## Assignment
Word for word, and with pictures excluded, copy out all the records that follow.

Stored data:
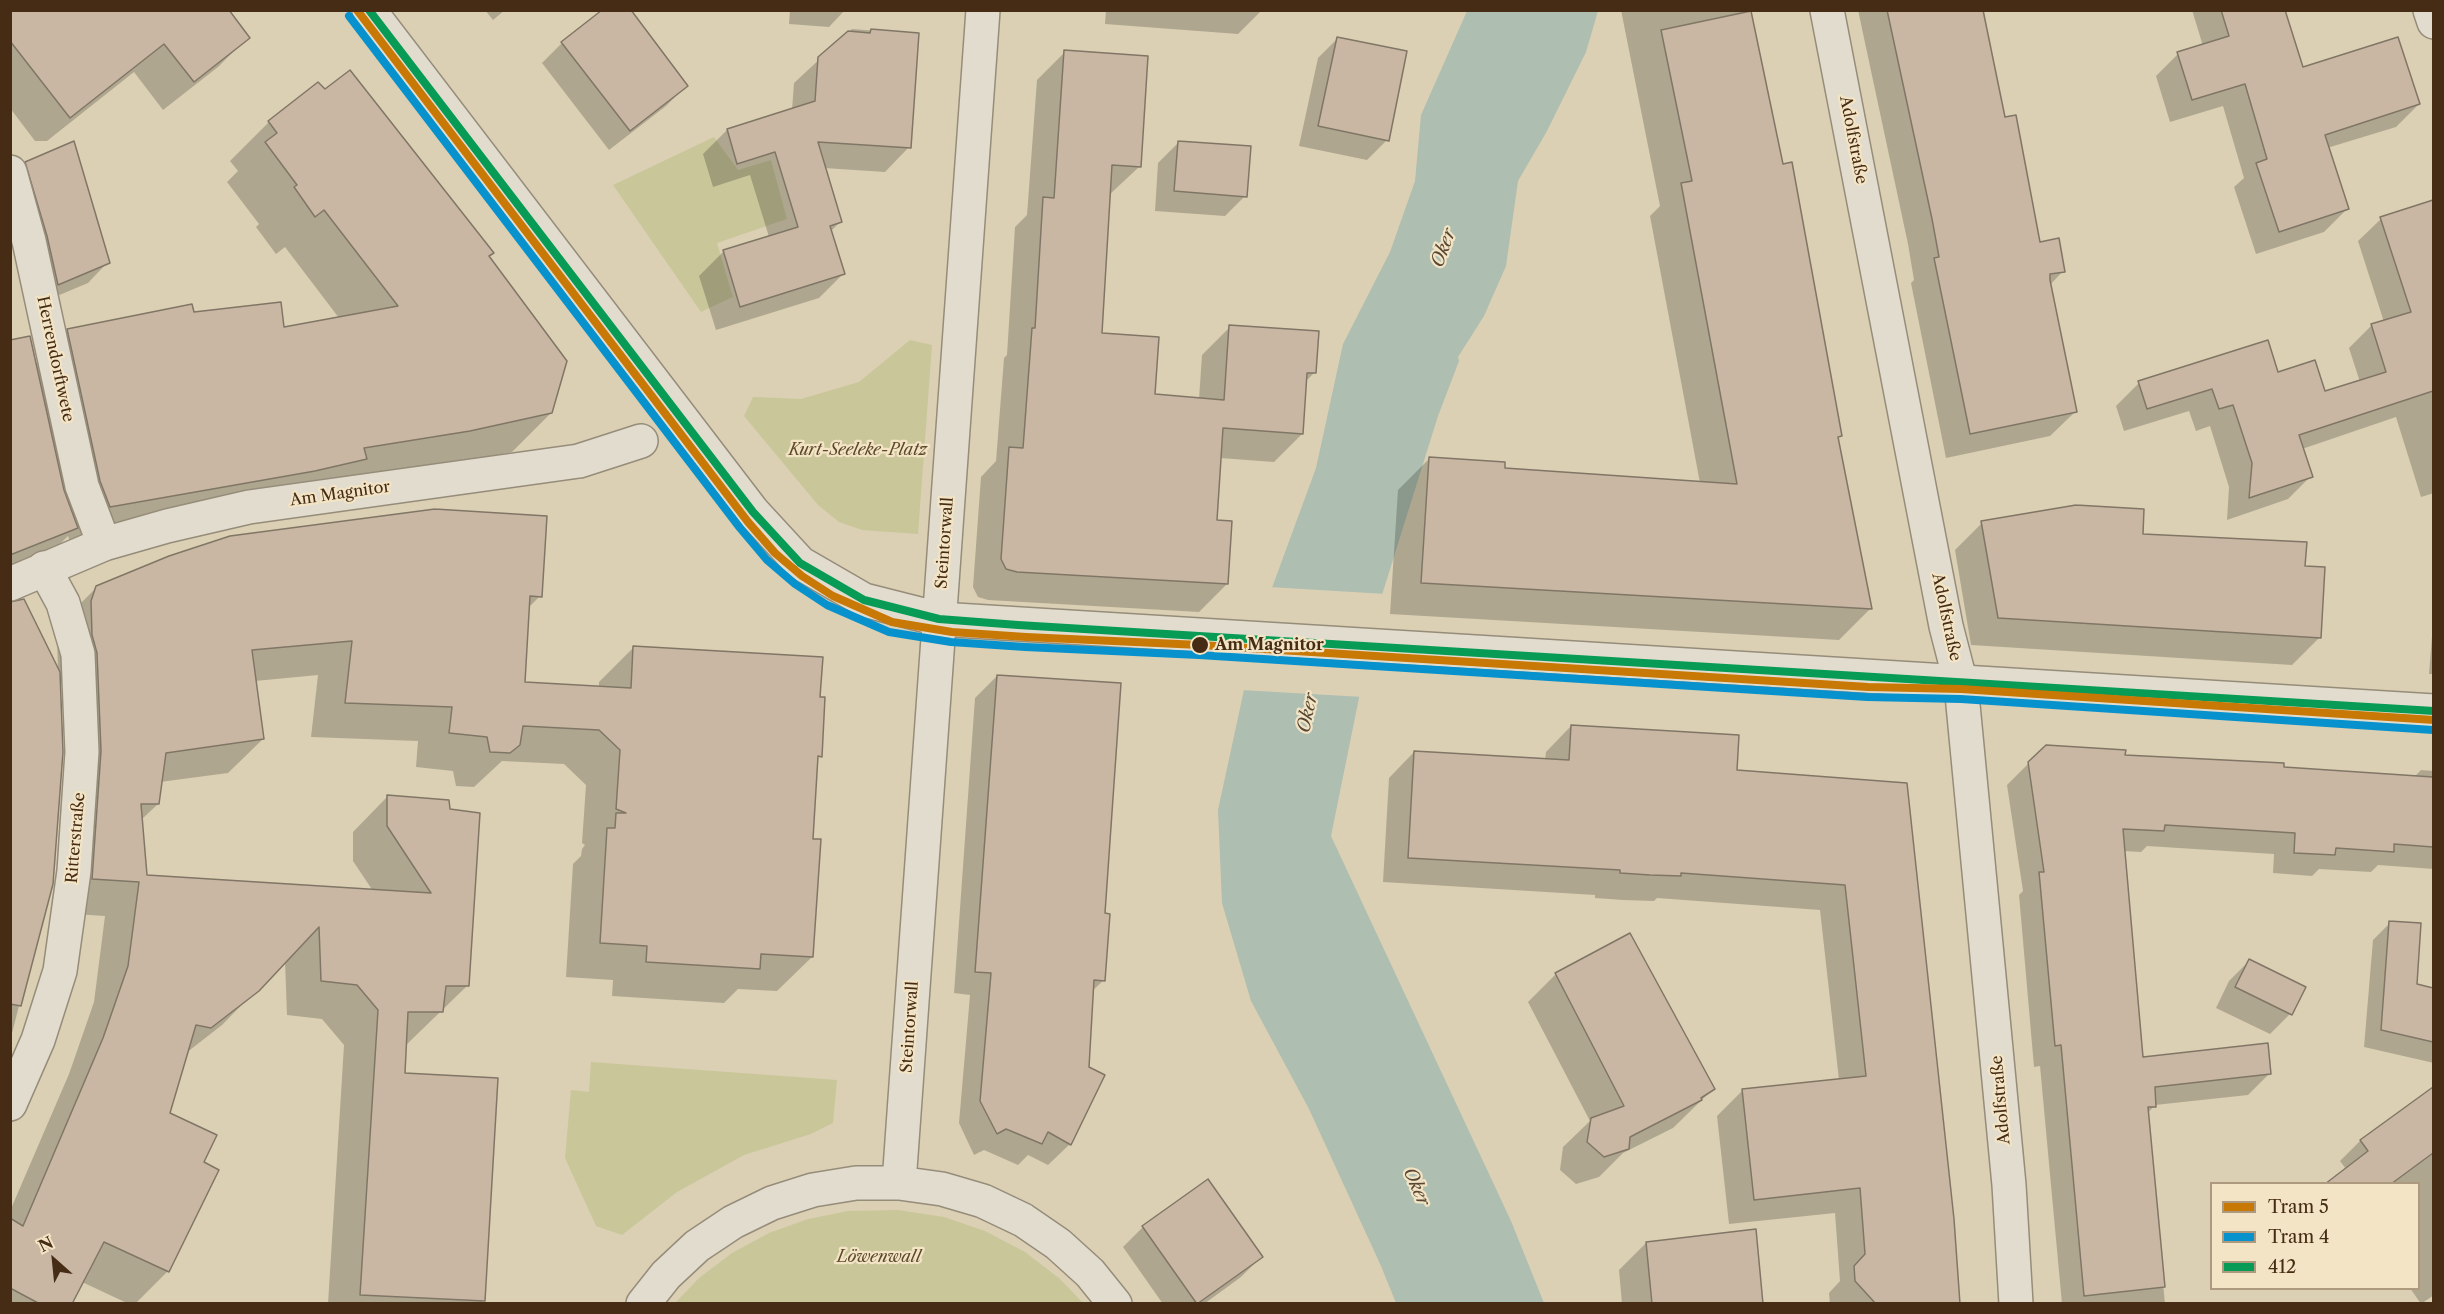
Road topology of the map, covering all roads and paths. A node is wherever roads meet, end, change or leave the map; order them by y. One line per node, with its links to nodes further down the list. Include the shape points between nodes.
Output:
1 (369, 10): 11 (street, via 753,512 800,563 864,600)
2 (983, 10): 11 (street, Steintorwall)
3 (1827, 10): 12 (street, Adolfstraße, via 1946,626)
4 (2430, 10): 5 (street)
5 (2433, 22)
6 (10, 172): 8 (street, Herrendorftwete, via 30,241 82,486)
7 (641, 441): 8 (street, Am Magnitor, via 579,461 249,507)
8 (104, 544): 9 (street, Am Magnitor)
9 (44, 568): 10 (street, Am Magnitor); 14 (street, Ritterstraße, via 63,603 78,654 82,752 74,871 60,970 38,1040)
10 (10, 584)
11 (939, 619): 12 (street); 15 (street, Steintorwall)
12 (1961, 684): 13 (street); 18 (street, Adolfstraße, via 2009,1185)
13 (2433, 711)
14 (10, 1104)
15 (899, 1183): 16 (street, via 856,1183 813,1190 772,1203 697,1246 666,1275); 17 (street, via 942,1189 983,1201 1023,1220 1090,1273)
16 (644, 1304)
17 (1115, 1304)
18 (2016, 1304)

## Exercise answer
Road topology of the map, covering all roads and paths. A node is wherever roads meet, end, change or leave the map; order them by y. One line per node, with its links to nodes further down the list. Include the shape points between nodes.
Output:
1 (369, 10): 11 (street, via 753,512 800,563 864,600)
2 (983, 10): 11 (street, Steintorwall)
3 (1827, 10): 12 (street, Adolfstraße, via 1946,626)
4 (2430, 10): 5 (street)
5 (2433, 22)
6 (10, 172): 8 (street, Herrendorftwete, via 30,241 82,486)
7 (641, 441): 8 (street, Am Magnitor, via 579,461 249,507)
8 (104, 544): 9 (street, Am Magnitor)
9 (44, 568): 10 (street, Am Magnitor); 14 (street, Ritterstraße, via 63,603 78,654 82,752 74,871 60,970 38,1040)
10 (10, 584)
11 (939, 619): 12 (street); 15 (street, Steintorwall)
12 (1961, 684): 13 (street); 18 (street, Adolfstraße, via 2009,1185)
13 (2433, 711)
14 (10, 1104)
15 (899, 1183): 16 (street, via 856,1183 813,1190 772,1203 697,1246 666,1275); 17 (street, via 942,1189 983,1201 1023,1220 1090,1273)
16 (644, 1304)
17 (1115, 1304)
18 (2016, 1304)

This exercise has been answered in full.